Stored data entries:
>>>>
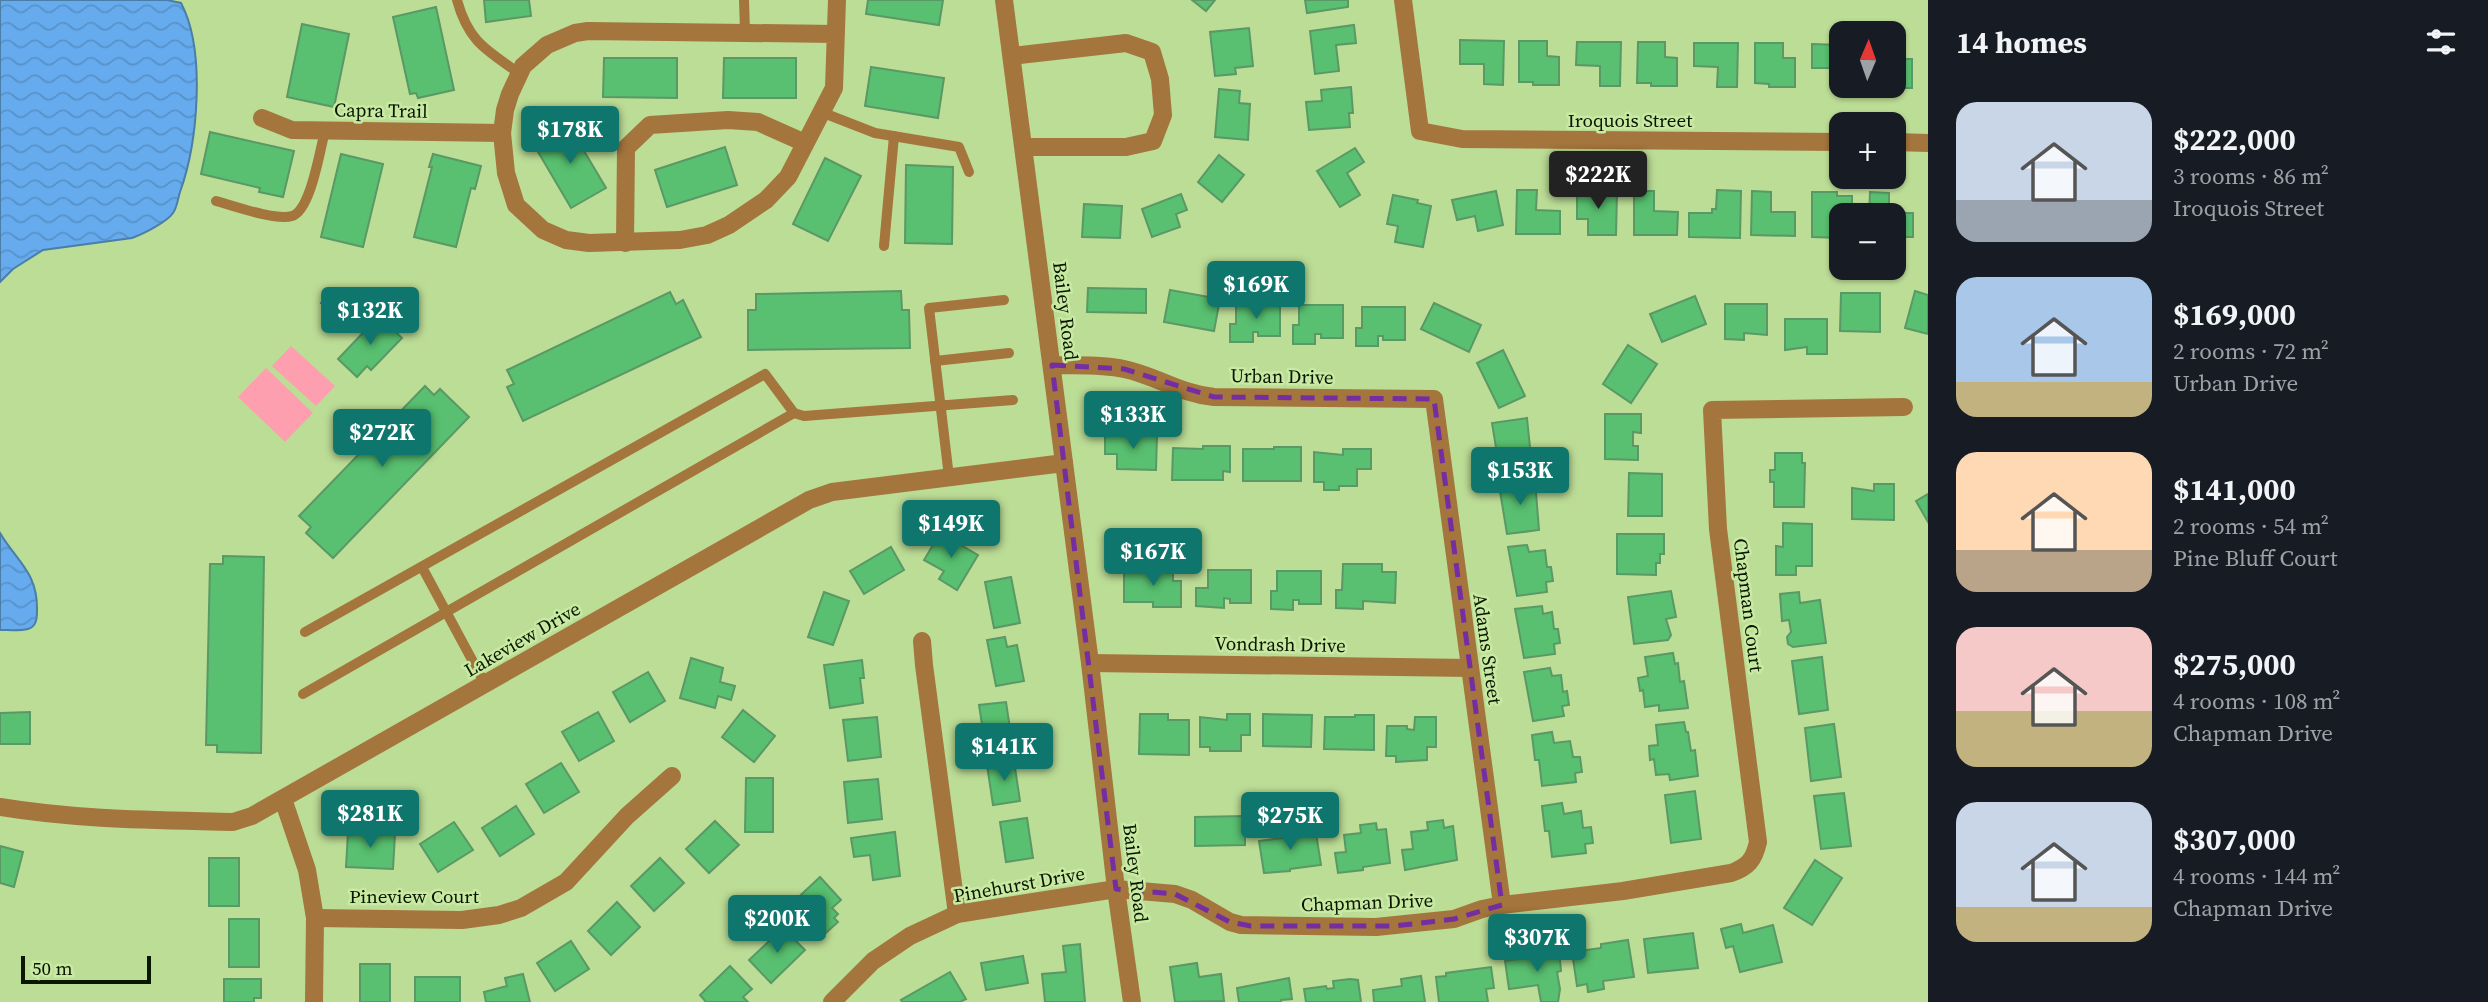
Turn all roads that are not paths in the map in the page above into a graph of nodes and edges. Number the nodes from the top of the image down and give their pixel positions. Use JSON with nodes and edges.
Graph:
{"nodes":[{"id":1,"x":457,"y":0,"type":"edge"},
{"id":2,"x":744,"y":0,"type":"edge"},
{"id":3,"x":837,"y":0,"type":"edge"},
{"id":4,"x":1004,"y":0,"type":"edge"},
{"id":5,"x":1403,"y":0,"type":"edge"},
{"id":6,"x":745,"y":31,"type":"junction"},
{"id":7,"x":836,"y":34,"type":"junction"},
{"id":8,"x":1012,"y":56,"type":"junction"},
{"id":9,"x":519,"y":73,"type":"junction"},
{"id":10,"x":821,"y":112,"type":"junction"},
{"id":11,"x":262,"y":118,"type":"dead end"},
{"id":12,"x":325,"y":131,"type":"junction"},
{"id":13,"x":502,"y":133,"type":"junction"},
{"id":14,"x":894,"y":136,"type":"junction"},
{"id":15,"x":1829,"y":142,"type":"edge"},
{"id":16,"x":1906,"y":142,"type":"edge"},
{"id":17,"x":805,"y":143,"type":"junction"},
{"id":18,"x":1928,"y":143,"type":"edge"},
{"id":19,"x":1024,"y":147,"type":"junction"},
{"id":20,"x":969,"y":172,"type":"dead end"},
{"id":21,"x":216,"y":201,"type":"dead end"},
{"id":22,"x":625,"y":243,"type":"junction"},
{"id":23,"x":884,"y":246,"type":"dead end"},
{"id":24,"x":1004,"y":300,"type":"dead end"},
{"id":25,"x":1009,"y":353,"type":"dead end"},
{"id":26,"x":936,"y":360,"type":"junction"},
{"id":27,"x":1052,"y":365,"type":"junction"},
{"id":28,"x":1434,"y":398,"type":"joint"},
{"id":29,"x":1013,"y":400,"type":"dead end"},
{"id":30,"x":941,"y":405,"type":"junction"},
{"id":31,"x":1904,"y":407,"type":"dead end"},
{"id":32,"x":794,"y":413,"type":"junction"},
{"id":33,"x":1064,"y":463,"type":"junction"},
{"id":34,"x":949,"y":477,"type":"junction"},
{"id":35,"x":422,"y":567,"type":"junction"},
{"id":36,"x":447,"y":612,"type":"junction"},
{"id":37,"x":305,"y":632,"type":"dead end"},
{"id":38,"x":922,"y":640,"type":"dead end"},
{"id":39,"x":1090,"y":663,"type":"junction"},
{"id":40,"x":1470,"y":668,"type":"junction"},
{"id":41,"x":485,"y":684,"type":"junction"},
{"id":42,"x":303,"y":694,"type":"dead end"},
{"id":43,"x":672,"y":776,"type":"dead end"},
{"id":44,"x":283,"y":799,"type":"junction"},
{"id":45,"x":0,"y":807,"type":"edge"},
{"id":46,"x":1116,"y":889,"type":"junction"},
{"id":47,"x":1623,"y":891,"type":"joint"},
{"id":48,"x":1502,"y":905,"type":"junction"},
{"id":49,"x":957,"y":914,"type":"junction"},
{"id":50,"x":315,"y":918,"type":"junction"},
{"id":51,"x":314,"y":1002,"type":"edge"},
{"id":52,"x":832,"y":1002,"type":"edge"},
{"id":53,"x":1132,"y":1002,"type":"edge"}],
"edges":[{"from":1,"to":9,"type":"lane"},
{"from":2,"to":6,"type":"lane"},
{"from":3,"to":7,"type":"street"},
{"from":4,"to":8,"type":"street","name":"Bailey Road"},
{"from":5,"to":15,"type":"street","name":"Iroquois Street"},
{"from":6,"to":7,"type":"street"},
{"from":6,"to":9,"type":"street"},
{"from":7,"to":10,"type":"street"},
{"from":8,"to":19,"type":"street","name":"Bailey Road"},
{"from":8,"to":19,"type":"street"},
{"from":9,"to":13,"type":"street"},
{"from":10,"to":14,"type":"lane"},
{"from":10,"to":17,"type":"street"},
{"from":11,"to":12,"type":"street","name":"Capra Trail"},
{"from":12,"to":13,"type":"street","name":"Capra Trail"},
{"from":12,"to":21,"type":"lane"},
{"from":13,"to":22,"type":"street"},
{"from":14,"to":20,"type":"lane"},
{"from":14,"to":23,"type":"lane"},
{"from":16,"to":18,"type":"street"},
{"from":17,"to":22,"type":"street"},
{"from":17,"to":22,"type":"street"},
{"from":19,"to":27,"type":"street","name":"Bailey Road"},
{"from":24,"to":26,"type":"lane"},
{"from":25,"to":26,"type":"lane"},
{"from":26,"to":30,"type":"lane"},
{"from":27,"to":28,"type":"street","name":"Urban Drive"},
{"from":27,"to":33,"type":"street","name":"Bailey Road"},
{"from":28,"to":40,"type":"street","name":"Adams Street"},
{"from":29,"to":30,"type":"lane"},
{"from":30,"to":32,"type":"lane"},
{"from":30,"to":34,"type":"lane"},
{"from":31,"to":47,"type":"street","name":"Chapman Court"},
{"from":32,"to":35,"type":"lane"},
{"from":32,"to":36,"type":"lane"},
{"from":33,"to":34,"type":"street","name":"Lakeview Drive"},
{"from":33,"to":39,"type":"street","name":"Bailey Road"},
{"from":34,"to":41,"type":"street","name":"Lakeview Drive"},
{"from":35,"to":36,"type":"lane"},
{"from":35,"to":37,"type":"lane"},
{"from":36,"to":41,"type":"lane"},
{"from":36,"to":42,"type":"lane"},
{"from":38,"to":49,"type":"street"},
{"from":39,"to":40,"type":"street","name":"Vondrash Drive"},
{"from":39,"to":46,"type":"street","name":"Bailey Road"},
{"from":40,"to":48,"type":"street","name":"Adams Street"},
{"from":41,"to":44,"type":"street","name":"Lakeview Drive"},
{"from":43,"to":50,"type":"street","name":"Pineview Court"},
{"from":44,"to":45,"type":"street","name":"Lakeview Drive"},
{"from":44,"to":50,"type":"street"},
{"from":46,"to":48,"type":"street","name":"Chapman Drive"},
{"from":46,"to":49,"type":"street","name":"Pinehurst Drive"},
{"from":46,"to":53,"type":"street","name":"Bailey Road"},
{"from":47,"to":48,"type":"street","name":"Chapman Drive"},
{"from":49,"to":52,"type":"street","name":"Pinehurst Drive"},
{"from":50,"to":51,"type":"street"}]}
<<<<
Return the count of lines in the entries above that include the word "Capra", without any added text.

2